ACTIVITY
Repeat all the records, precisely as given.

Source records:
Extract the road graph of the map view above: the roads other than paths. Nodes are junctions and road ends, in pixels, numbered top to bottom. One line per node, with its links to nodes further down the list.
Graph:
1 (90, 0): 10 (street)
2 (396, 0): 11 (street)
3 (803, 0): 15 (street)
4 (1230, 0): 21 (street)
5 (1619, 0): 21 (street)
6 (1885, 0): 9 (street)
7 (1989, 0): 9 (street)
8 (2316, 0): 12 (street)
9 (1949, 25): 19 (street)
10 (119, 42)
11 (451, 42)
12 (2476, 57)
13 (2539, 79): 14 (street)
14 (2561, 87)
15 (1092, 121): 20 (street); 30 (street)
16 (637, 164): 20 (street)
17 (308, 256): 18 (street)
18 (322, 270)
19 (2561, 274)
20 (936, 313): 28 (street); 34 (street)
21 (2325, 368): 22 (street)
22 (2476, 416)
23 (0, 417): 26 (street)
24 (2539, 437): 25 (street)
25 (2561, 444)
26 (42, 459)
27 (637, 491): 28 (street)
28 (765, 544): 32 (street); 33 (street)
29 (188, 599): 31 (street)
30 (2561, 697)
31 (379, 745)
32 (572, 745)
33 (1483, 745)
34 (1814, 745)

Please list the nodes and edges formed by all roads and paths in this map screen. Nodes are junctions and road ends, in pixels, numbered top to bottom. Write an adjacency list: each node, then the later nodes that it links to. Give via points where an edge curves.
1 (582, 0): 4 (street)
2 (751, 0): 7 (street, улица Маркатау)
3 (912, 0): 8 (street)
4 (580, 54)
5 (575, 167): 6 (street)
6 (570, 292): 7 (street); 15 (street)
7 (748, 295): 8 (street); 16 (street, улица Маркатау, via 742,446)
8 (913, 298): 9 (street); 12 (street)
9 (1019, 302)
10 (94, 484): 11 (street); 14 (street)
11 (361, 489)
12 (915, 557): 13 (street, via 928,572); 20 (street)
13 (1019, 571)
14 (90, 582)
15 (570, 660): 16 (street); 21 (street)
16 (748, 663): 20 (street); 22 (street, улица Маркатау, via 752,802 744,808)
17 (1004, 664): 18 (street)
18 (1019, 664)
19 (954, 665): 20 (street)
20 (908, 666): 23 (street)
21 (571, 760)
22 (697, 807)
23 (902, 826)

SOLUTION TO THIS PROBLEM
Extract the road graph of the map view above: the roads other than paths. Nodes are junctions and road ends, in pixels, numbered top to bottom. One line per node, with its links to nodes further down the list.
Graph:
1 (90, 0): 10 (street)
2 (396, 0): 11 (street)
3 (803, 0): 15 (street)
4 (1230, 0): 21 (street)
5 (1619, 0): 21 (street)
6 (1885, 0): 9 (street)
7 (1989, 0): 9 (street)
8 (2316, 0): 12 (street)
9 (1949, 25): 19 (street)
10 (119, 42)
11 (451, 42)
12 (2476, 57)
13 (2539, 79): 14 (street)
14 (2561, 87)
15 (1092, 121): 20 (street); 30 (street)
16 (637, 164): 20 (street)
17 (308, 256): 18 (street)
18 (322, 270)
19 (2561, 274)
20 (936, 313): 28 (street); 34 (street)
21 (2325, 368): 22 (street)
22 (2476, 416)
23 (0, 417): 26 (street)
24 (2539, 437): 25 (street)
25 (2561, 444)
26 (42, 459)
27 (637, 491): 28 (street)
28 (765, 544): 32 (street); 33 (street)
29 (188, 599): 31 (street)
30 (2561, 697)
31 (379, 745)
32 (572, 745)
33 (1483, 745)
34 (1814, 745)

Please list the nodes and edges formed by all roads and paths in this map screen. Nodes are junctions and road ends, in pixels, numbered top to bottom. Write an adjacency list: each node, then the later nodes that it links to. Give via points where an edge curves.
1 (582, 0): 4 (street)
2 (751, 0): 7 (street, улица Маркатау)
3 (912, 0): 8 (street)
4 (580, 54)
5 (575, 167): 6 (street)
6 (570, 292): 7 (street); 15 (street)
7 (748, 295): 8 (street); 16 (street, улица Маркатау, via 742,446)
8 (913, 298): 9 (street); 12 (street)
9 (1019, 302)
10 (94, 484): 11 (street); 14 (street)
11 (361, 489)
12 (915, 557): 13 (street, via 928,572); 20 (street)
13 (1019, 571)
14 (90, 582)
15 (570, 660): 16 (street); 21 (street)
16 (748, 663): 20 (street); 22 (street, улица Маркатау, via 752,802 744,808)
17 (1004, 664): 18 (street)
18 (1019, 664)
19 (954, 665): 20 (street)
20 (908, 666): 23 (street)
21 (571, 760)
22 (697, 807)
23 (902, 826)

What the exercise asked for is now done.